#### [Data extract]
□ □ □ □ □
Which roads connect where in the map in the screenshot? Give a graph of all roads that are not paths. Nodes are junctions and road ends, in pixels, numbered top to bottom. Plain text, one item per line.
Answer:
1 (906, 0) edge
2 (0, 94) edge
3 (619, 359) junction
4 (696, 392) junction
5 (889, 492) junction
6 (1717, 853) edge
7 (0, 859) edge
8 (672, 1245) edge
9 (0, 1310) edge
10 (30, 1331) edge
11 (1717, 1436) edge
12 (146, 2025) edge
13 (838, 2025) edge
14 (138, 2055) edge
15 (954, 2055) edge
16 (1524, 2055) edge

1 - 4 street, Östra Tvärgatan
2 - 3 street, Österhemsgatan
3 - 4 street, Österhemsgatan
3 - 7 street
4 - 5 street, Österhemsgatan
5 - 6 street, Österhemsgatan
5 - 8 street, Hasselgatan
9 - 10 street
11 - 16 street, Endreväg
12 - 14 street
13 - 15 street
□ □ □ □ □
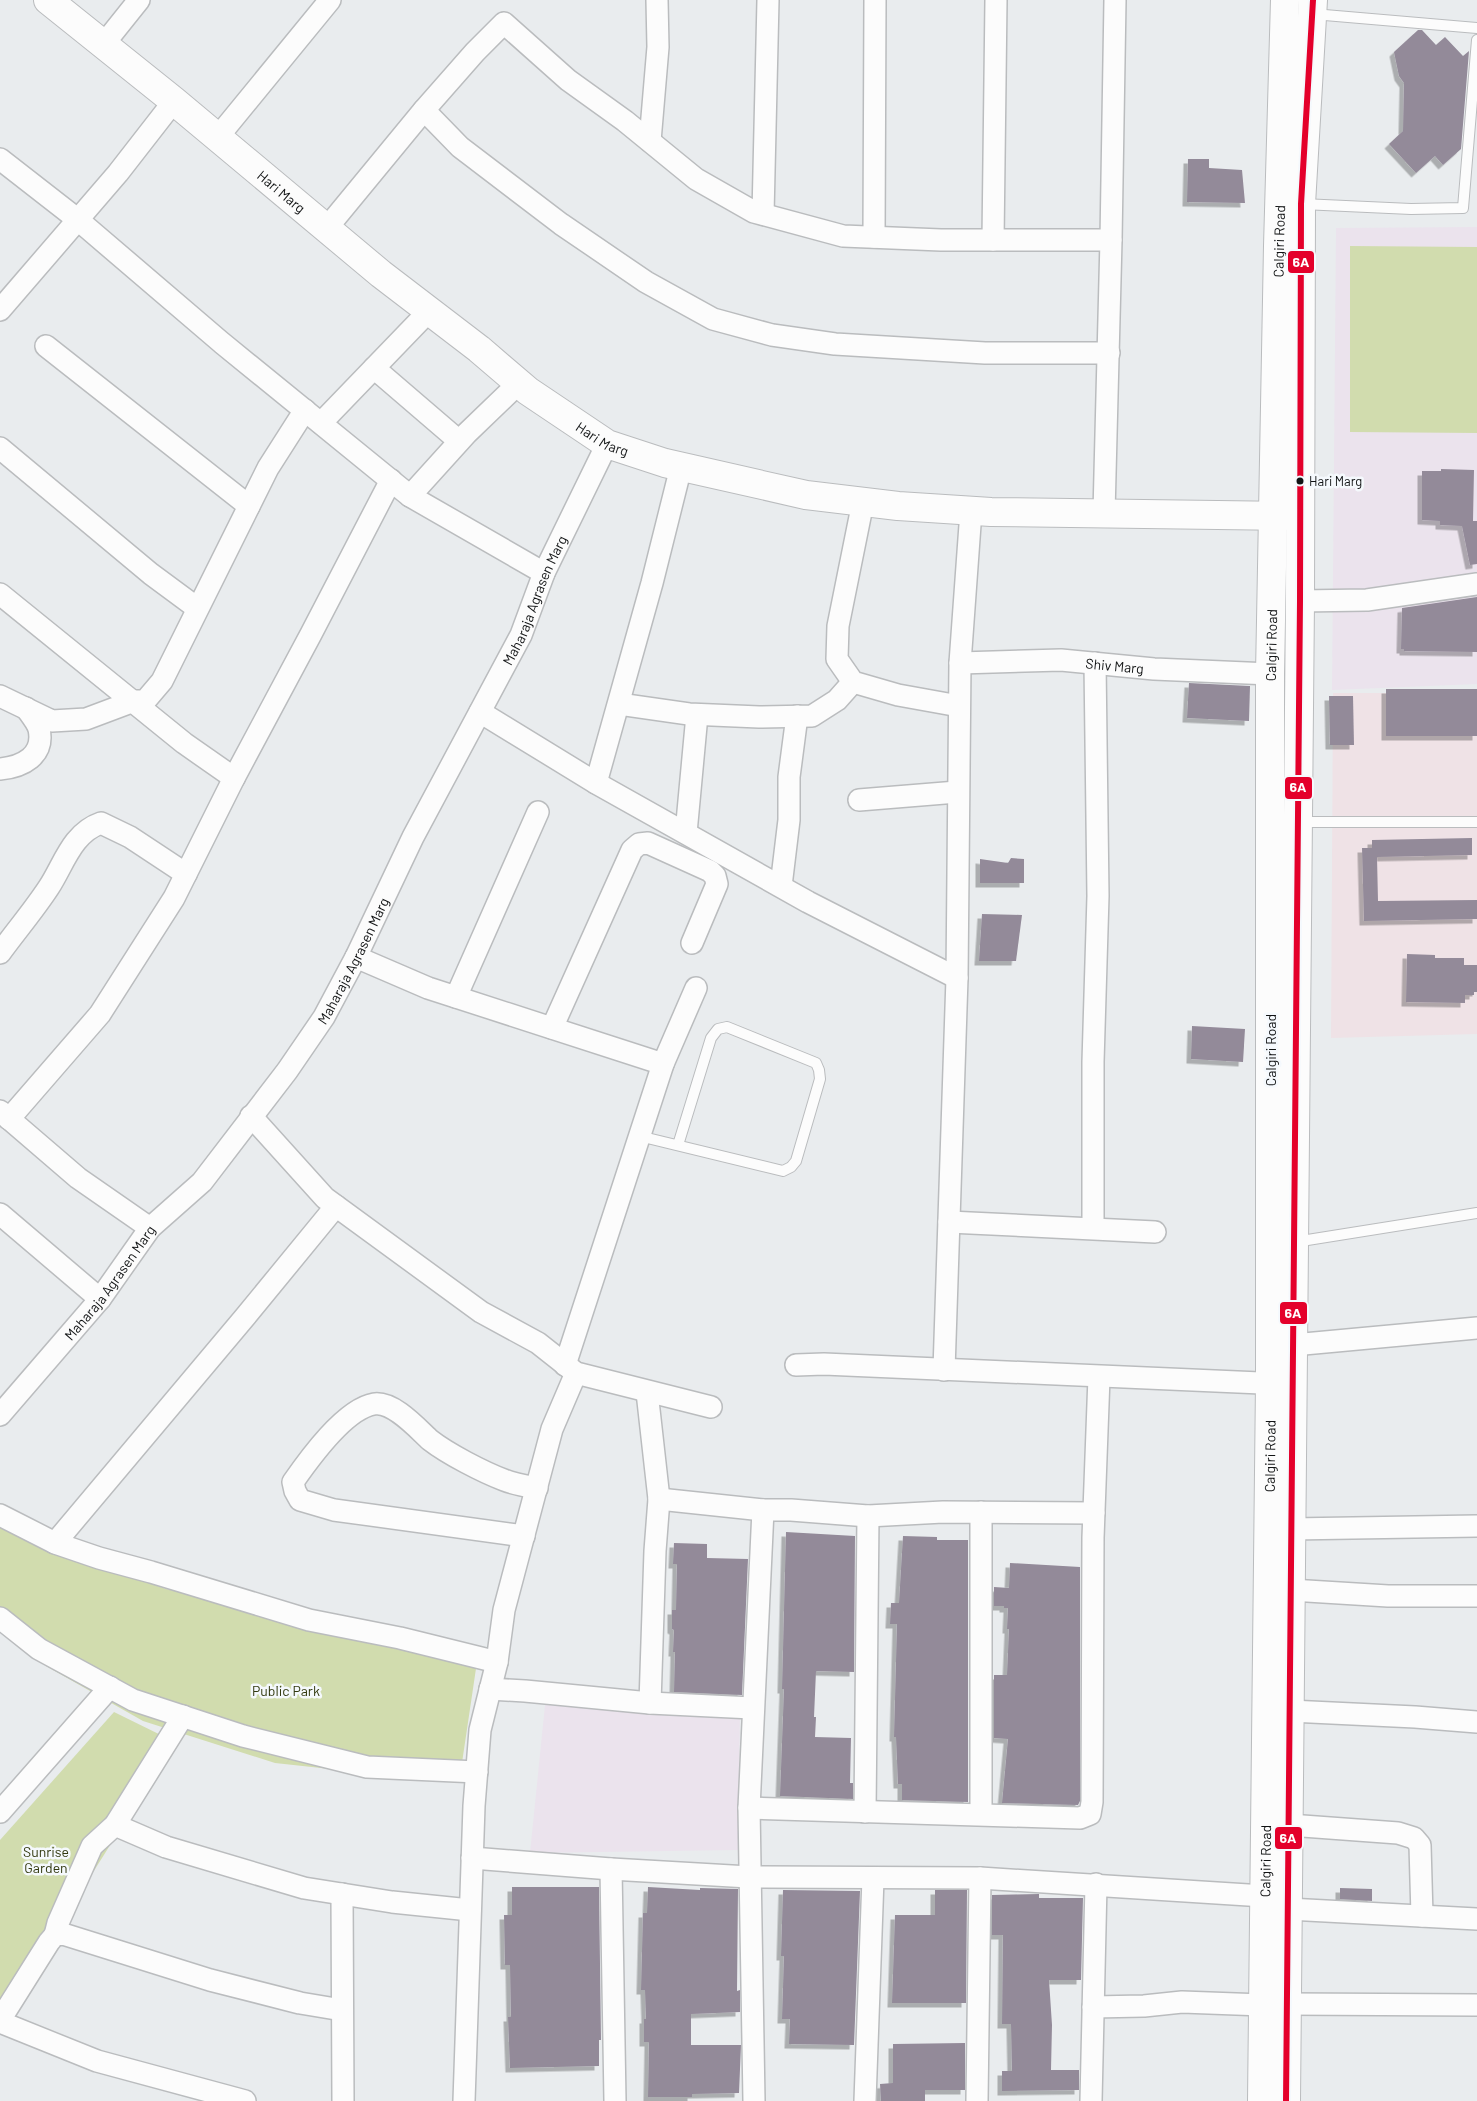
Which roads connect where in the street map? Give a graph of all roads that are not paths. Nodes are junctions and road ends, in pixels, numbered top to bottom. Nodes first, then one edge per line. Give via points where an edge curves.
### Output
□ □ □ □ □
#### [Work required]
Give the count of lines in the listing that hold "road", and write nothing beyond it.

#### [Result]
2